-- Work instructions --
Scan the entries below for the word "Manikonda". Copy out every line in which it occurs.

-- Exercise material --

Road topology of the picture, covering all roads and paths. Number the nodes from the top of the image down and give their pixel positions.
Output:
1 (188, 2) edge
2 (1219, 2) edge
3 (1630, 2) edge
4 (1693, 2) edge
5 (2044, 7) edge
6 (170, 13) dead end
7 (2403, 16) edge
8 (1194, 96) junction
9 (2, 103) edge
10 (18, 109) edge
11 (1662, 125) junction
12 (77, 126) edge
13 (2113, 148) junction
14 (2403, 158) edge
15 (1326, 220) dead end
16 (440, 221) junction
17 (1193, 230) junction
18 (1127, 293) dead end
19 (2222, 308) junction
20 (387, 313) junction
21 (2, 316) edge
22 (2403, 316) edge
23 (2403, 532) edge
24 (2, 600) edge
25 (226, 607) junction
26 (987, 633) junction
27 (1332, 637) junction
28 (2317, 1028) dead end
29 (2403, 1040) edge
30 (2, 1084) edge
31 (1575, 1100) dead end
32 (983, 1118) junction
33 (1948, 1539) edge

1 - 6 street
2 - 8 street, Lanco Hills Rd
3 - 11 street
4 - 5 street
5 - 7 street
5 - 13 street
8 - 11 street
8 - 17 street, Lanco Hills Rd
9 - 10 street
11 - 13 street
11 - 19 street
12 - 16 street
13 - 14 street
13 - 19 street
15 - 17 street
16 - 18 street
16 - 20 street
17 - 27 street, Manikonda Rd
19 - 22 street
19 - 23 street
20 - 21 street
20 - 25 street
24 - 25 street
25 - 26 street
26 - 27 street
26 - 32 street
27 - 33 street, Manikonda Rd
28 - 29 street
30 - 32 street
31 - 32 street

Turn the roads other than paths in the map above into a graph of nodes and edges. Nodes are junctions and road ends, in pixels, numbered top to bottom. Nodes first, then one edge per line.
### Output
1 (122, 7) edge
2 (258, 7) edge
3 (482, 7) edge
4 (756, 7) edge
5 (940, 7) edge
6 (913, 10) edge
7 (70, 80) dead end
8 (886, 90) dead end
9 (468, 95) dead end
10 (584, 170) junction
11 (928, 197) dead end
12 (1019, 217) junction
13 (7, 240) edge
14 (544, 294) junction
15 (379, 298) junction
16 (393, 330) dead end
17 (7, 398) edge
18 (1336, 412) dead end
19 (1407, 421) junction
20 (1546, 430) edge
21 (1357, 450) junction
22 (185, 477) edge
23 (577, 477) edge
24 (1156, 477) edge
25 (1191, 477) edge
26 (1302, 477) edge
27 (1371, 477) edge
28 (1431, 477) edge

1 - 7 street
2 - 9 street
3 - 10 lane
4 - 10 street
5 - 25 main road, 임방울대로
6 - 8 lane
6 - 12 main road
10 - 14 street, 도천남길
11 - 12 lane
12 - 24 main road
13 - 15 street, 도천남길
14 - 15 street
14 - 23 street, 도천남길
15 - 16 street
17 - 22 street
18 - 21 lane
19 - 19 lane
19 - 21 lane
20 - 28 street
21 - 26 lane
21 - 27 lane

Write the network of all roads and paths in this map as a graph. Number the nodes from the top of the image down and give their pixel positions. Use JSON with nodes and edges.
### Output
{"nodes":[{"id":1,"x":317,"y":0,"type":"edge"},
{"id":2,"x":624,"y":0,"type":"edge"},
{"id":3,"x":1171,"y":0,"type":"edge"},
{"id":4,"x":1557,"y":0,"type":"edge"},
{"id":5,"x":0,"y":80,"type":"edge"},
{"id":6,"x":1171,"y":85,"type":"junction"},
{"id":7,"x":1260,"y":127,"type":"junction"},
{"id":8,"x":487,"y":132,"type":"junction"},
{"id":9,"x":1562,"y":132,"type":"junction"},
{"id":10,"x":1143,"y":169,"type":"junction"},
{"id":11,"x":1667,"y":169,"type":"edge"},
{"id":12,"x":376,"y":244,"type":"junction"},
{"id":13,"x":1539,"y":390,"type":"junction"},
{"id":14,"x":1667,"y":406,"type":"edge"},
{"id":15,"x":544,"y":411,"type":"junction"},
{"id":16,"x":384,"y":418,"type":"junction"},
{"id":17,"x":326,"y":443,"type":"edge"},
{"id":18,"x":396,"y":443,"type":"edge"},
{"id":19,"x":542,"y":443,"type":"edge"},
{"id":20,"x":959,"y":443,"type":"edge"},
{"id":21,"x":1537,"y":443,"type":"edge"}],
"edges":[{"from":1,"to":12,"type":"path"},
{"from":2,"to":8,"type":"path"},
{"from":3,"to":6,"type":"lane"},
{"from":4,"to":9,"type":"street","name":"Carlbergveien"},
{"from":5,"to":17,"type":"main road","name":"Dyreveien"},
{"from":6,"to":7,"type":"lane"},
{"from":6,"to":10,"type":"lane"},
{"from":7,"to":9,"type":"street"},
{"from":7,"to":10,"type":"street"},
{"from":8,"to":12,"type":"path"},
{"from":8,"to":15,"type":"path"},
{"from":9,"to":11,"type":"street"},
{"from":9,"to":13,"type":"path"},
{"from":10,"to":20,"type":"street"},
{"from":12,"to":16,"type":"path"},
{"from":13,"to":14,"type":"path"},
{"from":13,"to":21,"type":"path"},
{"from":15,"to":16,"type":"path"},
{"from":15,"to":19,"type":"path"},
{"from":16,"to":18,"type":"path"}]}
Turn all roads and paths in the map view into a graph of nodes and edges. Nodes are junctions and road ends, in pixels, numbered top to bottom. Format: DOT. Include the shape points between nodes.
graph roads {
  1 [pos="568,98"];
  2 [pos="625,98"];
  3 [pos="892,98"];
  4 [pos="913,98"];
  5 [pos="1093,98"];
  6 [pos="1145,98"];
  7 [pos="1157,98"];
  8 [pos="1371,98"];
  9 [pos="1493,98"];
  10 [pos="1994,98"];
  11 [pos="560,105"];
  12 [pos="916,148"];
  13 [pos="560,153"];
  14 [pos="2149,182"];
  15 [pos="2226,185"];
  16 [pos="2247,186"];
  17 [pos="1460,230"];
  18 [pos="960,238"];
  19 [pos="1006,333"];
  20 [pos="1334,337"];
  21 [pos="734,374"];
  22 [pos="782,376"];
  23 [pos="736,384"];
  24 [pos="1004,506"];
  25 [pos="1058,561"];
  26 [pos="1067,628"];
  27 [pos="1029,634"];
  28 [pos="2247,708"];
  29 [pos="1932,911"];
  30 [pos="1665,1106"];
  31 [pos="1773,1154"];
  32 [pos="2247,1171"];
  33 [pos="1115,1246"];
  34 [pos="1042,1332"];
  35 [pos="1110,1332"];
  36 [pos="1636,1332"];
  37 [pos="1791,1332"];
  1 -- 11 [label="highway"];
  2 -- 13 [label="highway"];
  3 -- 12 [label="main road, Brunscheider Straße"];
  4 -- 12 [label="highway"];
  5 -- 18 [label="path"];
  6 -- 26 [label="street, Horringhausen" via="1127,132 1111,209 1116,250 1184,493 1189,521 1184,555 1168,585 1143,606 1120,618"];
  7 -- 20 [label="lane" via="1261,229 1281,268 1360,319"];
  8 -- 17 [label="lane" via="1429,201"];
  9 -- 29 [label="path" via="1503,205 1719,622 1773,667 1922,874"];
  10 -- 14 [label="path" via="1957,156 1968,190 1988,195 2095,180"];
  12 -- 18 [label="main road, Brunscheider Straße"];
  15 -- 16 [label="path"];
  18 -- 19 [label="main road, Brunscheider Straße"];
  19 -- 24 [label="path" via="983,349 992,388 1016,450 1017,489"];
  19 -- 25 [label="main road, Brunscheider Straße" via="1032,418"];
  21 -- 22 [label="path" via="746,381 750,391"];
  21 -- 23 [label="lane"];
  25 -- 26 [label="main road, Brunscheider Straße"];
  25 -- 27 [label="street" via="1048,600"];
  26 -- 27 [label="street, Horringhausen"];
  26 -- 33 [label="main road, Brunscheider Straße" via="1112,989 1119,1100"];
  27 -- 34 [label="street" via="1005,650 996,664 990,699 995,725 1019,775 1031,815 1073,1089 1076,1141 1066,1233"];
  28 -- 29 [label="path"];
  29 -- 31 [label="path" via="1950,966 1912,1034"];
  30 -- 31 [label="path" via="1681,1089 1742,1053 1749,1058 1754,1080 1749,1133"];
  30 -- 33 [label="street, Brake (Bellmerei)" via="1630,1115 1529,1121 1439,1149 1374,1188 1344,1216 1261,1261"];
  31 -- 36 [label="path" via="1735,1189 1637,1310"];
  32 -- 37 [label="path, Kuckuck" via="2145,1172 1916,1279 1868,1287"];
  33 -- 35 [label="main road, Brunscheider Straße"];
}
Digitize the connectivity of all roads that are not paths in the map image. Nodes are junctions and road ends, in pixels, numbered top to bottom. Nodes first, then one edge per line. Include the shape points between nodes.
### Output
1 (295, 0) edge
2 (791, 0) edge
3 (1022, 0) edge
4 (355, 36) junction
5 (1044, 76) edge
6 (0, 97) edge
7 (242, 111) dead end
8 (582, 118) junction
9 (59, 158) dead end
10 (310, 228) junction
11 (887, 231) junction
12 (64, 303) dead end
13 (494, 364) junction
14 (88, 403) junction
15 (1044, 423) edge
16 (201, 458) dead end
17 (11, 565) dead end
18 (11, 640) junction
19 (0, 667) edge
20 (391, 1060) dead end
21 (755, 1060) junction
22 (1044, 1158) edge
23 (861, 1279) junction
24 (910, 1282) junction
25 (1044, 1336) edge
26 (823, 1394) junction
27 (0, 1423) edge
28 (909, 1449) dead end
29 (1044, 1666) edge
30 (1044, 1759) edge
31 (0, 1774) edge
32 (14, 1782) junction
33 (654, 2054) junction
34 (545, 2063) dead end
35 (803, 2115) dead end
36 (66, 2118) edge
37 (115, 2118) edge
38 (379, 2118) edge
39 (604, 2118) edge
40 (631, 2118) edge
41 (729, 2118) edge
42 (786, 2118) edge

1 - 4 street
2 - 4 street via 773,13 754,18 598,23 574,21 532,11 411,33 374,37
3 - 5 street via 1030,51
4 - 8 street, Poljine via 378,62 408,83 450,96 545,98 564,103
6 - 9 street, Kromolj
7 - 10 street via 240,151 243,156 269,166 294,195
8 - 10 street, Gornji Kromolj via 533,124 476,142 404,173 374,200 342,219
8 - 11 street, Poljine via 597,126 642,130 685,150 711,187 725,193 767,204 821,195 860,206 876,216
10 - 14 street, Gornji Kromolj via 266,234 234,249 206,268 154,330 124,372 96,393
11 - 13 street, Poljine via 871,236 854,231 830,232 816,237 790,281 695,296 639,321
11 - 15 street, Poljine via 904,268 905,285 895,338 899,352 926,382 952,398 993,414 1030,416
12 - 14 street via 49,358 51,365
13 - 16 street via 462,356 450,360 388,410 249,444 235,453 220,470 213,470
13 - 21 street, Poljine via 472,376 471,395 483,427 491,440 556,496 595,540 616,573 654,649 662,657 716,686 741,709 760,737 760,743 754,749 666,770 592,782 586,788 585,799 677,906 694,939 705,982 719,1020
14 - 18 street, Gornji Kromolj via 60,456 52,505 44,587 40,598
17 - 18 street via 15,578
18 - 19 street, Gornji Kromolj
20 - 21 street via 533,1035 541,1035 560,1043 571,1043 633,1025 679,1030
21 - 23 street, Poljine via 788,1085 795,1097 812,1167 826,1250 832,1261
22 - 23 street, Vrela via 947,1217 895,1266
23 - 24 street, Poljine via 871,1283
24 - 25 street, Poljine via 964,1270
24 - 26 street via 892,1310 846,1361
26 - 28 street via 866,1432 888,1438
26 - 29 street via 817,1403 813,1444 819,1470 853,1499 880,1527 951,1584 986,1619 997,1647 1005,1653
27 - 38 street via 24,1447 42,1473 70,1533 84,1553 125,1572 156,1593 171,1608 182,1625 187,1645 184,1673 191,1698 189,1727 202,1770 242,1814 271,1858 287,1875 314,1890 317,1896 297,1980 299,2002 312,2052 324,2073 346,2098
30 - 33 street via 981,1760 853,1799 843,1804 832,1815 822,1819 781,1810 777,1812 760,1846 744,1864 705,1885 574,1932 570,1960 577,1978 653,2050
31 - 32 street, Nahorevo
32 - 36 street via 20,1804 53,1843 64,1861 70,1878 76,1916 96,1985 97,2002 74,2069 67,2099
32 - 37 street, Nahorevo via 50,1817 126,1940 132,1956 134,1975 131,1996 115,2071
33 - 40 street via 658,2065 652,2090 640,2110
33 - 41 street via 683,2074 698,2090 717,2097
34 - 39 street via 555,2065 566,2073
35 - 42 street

-- Written solution --
17 - 27 street, Manikonda Rd
27 - 33 street, Manikonda Rd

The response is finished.